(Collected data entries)
....

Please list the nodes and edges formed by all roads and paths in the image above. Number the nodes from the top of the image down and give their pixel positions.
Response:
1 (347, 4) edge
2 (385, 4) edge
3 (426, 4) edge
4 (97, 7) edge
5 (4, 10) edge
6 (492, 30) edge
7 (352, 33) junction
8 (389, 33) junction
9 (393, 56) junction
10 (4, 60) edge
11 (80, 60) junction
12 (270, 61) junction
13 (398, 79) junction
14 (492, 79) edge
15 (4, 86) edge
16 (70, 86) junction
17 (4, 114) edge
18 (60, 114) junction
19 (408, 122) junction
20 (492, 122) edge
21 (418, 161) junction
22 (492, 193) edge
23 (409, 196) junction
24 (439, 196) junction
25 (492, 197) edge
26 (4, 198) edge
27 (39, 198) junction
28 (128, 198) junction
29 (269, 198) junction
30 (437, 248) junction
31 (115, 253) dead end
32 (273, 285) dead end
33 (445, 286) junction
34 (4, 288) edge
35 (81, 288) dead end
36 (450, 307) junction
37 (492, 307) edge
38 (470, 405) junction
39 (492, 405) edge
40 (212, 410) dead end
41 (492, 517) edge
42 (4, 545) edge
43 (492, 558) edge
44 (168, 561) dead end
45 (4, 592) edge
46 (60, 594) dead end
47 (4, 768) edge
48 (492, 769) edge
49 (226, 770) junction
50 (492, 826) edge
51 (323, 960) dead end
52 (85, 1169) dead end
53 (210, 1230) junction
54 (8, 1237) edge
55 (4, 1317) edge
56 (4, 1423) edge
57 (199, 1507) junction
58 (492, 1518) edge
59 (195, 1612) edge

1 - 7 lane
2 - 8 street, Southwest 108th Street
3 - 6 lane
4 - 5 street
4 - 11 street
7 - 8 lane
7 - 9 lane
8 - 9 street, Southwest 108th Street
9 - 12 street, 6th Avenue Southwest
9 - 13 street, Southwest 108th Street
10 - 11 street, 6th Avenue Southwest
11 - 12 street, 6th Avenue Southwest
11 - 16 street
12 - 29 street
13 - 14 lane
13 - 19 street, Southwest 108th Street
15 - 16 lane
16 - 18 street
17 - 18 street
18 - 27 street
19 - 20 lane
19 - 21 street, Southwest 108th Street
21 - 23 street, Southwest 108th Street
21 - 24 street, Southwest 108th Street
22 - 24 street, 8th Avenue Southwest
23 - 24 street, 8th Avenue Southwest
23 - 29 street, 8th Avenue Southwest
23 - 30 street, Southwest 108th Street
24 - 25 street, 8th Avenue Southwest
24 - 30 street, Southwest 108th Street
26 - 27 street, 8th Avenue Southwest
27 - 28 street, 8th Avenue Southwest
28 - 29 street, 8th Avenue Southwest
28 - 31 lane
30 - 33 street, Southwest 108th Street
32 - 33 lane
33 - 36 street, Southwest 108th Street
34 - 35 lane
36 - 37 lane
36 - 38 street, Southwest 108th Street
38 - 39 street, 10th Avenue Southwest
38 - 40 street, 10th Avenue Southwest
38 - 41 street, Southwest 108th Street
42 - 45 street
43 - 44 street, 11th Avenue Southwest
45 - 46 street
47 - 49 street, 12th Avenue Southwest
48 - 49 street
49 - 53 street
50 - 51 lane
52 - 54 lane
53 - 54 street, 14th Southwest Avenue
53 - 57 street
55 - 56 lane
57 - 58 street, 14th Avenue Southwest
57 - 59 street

....

WHAT IS EXPECTED: Quote every line of the data, word for word.

TASK ANSWER:
Please list the nodes and edges formed by all roads and paths in the image above. Number the nodes from the top of the image down and give their pixel positions.
Response:
1 (347, 4) edge
2 (385, 4) edge
3 (426, 4) edge
4 (97, 7) edge
5 (4, 10) edge
6 (492, 30) edge
7 (352, 33) junction
8 (389, 33) junction
9 (393, 56) junction
10 (4, 60) edge
11 (80, 60) junction
12 (270, 61) junction
13 (398, 79) junction
14 (492, 79) edge
15 (4, 86) edge
16 (70, 86) junction
17 (4, 114) edge
18 (60, 114) junction
19 (408, 122) junction
20 (492, 122) edge
21 (418, 161) junction
22 (492, 193) edge
23 (409, 196) junction
24 (439, 196) junction
25 (492, 197) edge
26 (4, 198) edge
27 (39, 198) junction
28 (128, 198) junction
29 (269, 198) junction
30 (437, 248) junction
31 (115, 253) dead end
32 (273, 285) dead end
33 (445, 286) junction
34 (4, 288) edge
35 (81, 288) dead end
36 (450, 307) junction
37 (492, 307) edge
38 (470, 405) junction
39 (492, 405) edge
40 (212, 410) dead end
41 (492, 517) edge
42 (4, 545) edge
43 (492, 558) edge
44 (168, 561) dead end
45 (4, 592) edge
46 (60, 594) dead end
47 (4, 768) edge
48 (492, 769) edge
49 (226, 770) junction
50 (492, 826) edge
51 (323, 960) dead end
52 (85, 1169) dead end
53 (210, 1230) junction
54 (8, 1237) edge
55 (4, 1317) edge
56 (4, 1423) edge
57 (199, 1507) junction
58 (492, 1518) edge
59 (195, 1612) edge

1 - 7 lane
2 - 8 street, Southwest 108th Street
3 - 6 lane
4 - 5 street
4 - 11 street
7 - 8 lane
7 - 9 lane
8 - 9 street, Southwest 108th Street
9 - 12 street, 6th Avenue Southwest
9 - 13 street, Southwest 108th Street
10 - 11 street, 6th Avenue Southwest
11 - 12 street, 6th Avenue Southwest
11 - 16 street
12 - 29 street
13 - 14 lane
13 - 19 street, Southwest 108th Street
15 - 16 lane
16 - 18 street
17 - 18 street
18 - 27 street
19 - 20 lane
19 - 21 street, Southwest 108th Street
21 - 23 street, Southwest 108th Street
21 - 24 street, Southwest 108th Street
22 - 24 street, 8th Avenue Southwest
23 - 24 street, 8th Avenue Southwest
23 - 29 street, 8th Avenue Southwest
23 - 30 street, Southwest 108th Street
24 - 25 street, 8th Avenue Southwest
24 - 30 street, Southwest 108th Street
26 - 27 street, 8th Avenue Southwest
27 - 28 street, 8th Avenue Southwest
28 - 29 street, 8th Avenue Southwest
28 - 31 lane
30 - 33 street, Southwest 108th Street
32 - 33 lane
33 - 36 street, Southwest 108th Street
34 - 35 lane
36 - 37 lane
36 - 38 street, Southwest 108th Street
38 - 39 street, 10th Avenue Southwest
38 - 40 street, 10th Avenue Southwest
38 - 41 street, Southwest 108th Street
42 - 45 street
43 - 44 street, 11th Avenue Southwest
45 - 46 street
47 - 49 street, 12th Avenue Southwest
48 - 49 street
49 - 53 street
50 - 51 lane
52 - 54 lane
53 - 54 street, 14th Southwest Avenue
53 - 57 street
55 - 56 lane
57 - 58 street, 14th Avenue Southwest
57 - 59 street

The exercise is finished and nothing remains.